Adaptive and Optimized Control Channel Utilization in Vehicular Ad Hoc Networks

Abstract

Vehicular ad hoc networks (VANETs) are counted as a state-of-art technology which can be considered to provide reliable communication which is increase the safety and convenience of drivers in the road. Due to channel congestion occurrence in both highway and urban scenario, many VANET’s safety applications face degradation in their quality of service especially in a high-density environment. To improve the performance, reliability, and safety of VANETs, message overhead on the standard wireless channel dedicated short-range communications (DSRC) should be alleviated to guarantee safety-related applications.

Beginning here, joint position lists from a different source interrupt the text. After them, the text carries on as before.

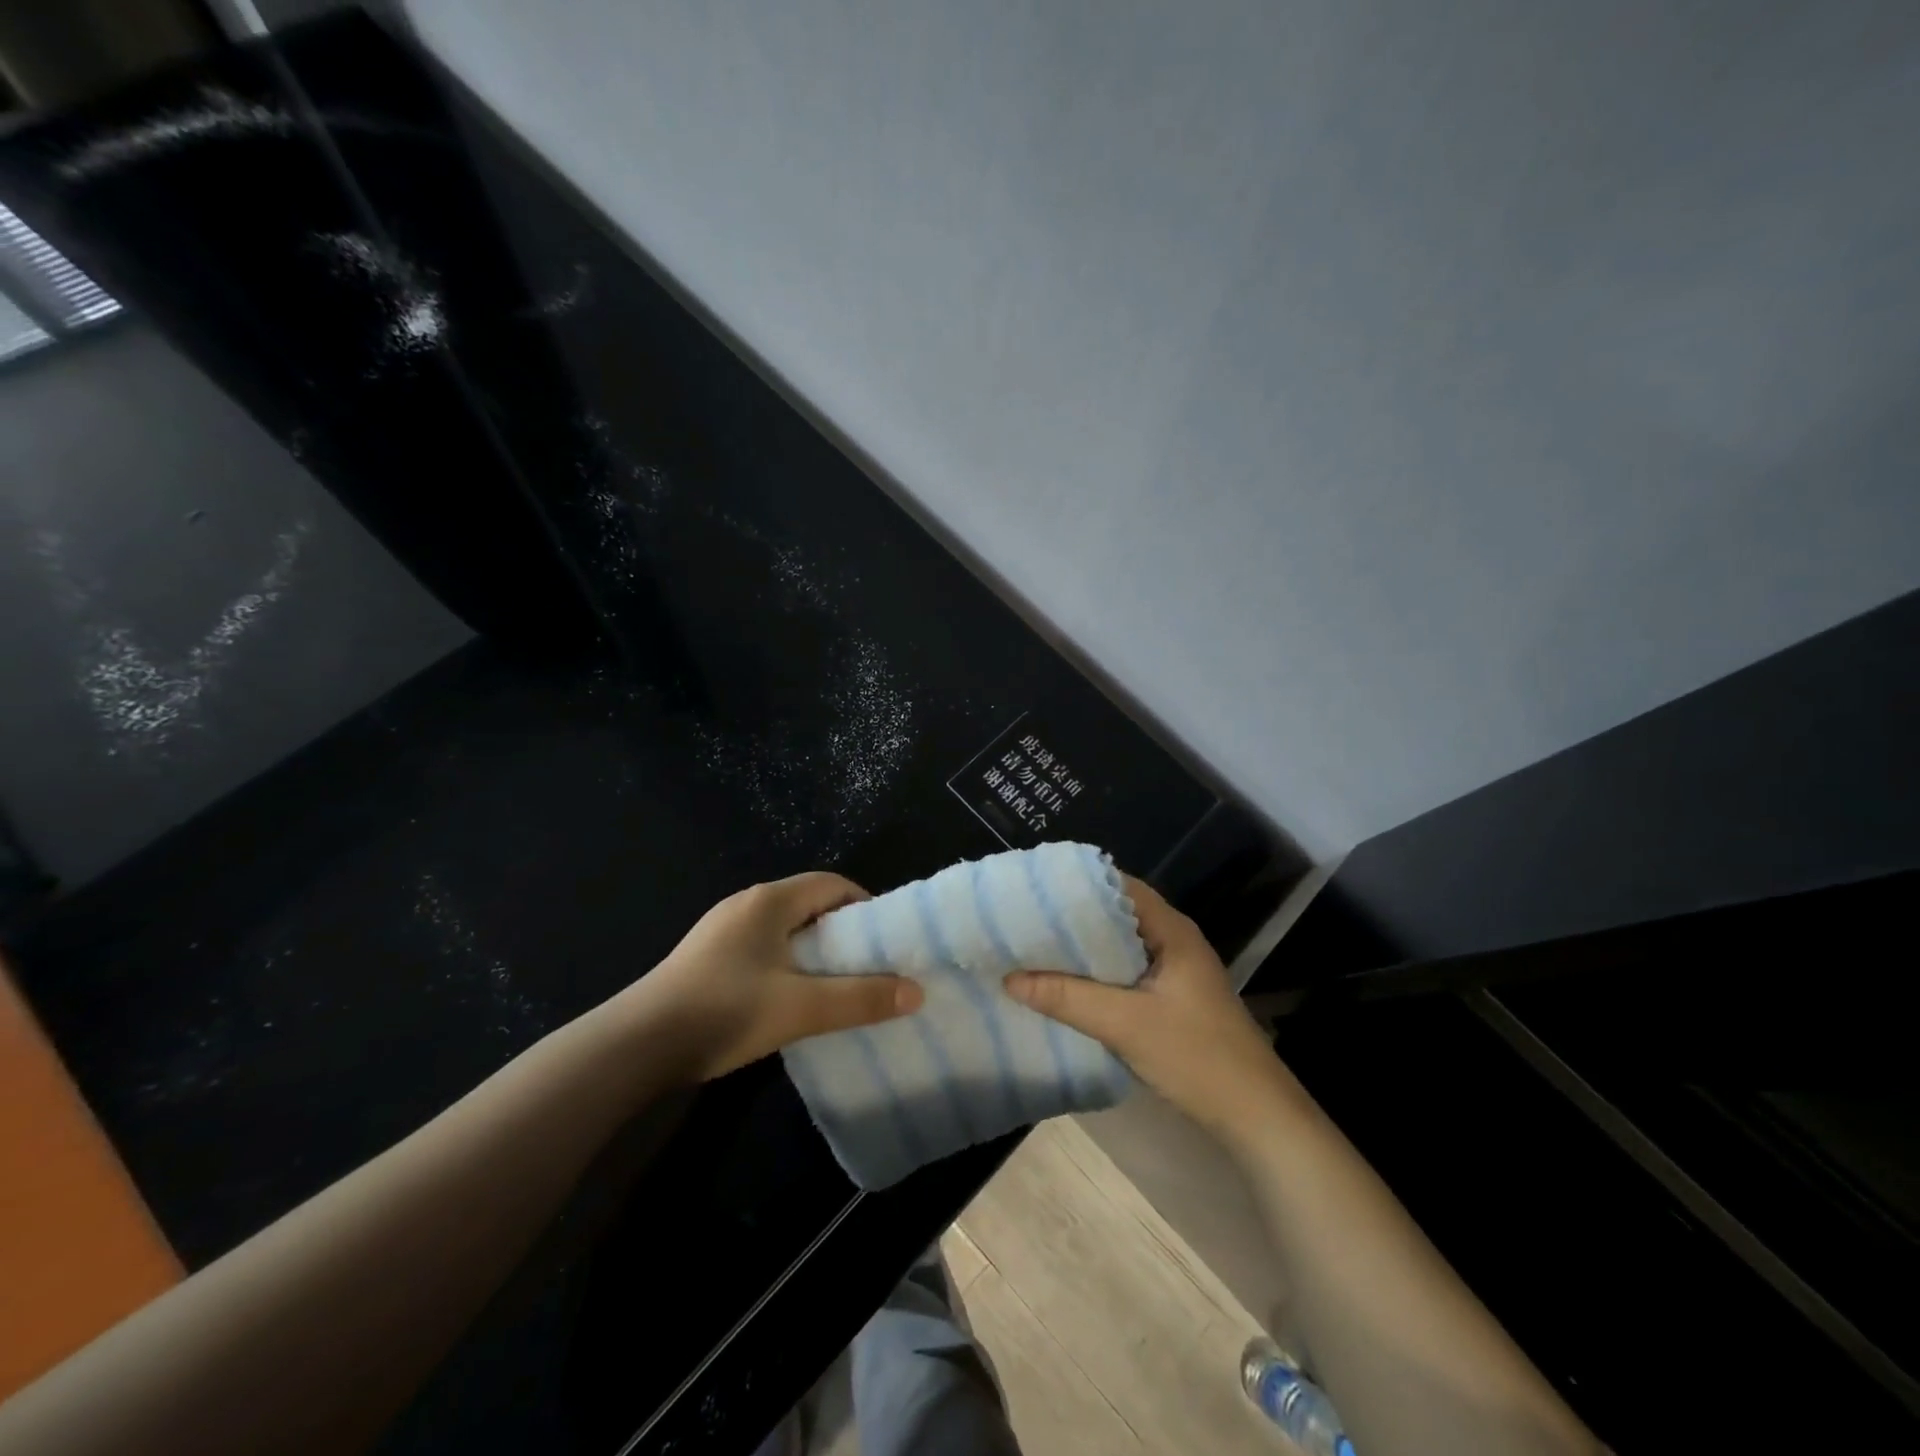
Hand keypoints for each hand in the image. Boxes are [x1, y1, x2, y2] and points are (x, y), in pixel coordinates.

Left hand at [622, 872, 922, 1081]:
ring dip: (813, 951)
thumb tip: (917, 992)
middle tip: (868, 966)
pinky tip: (789, 1000)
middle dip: (842, 932)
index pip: (831, 884)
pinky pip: (762, 948)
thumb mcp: (801, 1007)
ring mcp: (721, 930)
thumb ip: (861, 999)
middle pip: (808, 905)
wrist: (636, 1047)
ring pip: (784, 929)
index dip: (864, 905)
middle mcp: (746, 904)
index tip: (886, 940)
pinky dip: (786, 964)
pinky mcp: (706, 958)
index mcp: (770, 901)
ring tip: (835, 986)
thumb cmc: (725, 1011)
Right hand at [1004, 876, 1291, 1140]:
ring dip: (1082, 948)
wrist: (1257, 1117)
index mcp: (1172, 930)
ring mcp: (1173, 971)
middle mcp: (1173, 941)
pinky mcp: (1170, 999)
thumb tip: (1010, 978)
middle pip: (1116, 914)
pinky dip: (1095, 973)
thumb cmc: (1197, 1058)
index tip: (1035, 888)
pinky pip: (1124, 973)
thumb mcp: (1126, 1025)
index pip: (1119, 885)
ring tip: (1034, 947)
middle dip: (1072, 916)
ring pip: (1118, 946)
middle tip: (1024, 919)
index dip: (1078, 883)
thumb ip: (1067, 998)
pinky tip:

To this end, this paper proposes an approach to optimize the utilization of the control channel (CCH) and make the control channel interval (CCHI) adaptive to the emergency cases in the vehicular scenarios. More precisely, when there is an emergency cases, a part of service channel interval (SCHI) is exploited to ensure the guarantee of emergency message delivery. When a vehicle intended to transmit the safety message to the surround vehicles, the proposed method granted that CCH is allocated to meet the traffic safety demands; then, the safety messages disseminate properly to the transmission range. A part of the service channel interval (SCHI) is exploited to ensure the guarantee of emergency message delivery, Then, applying the laying chicken algorithm (LCA) to solve the derived CCH optimized utilization. Finally, extensive simulations are carried out to validate the proposed optimized CCH utilization. To validate the performance of the proposed adaptive congestion control approach (ACCA), we used the network simulator Ns-3 [35] to simulate the vehicle’s environment, after generating vehicles’ mobility traces of the nodes using the network simulator for urban mobility (SUMO) with OpenStreetMap (OSM). The simulation indicates that our congestion algorithm (ACCA) performs better service quality than other existing algorithms. We got a better network connection regarding safety messages, beacon rate with time, and packet length for different vehicles’ densities.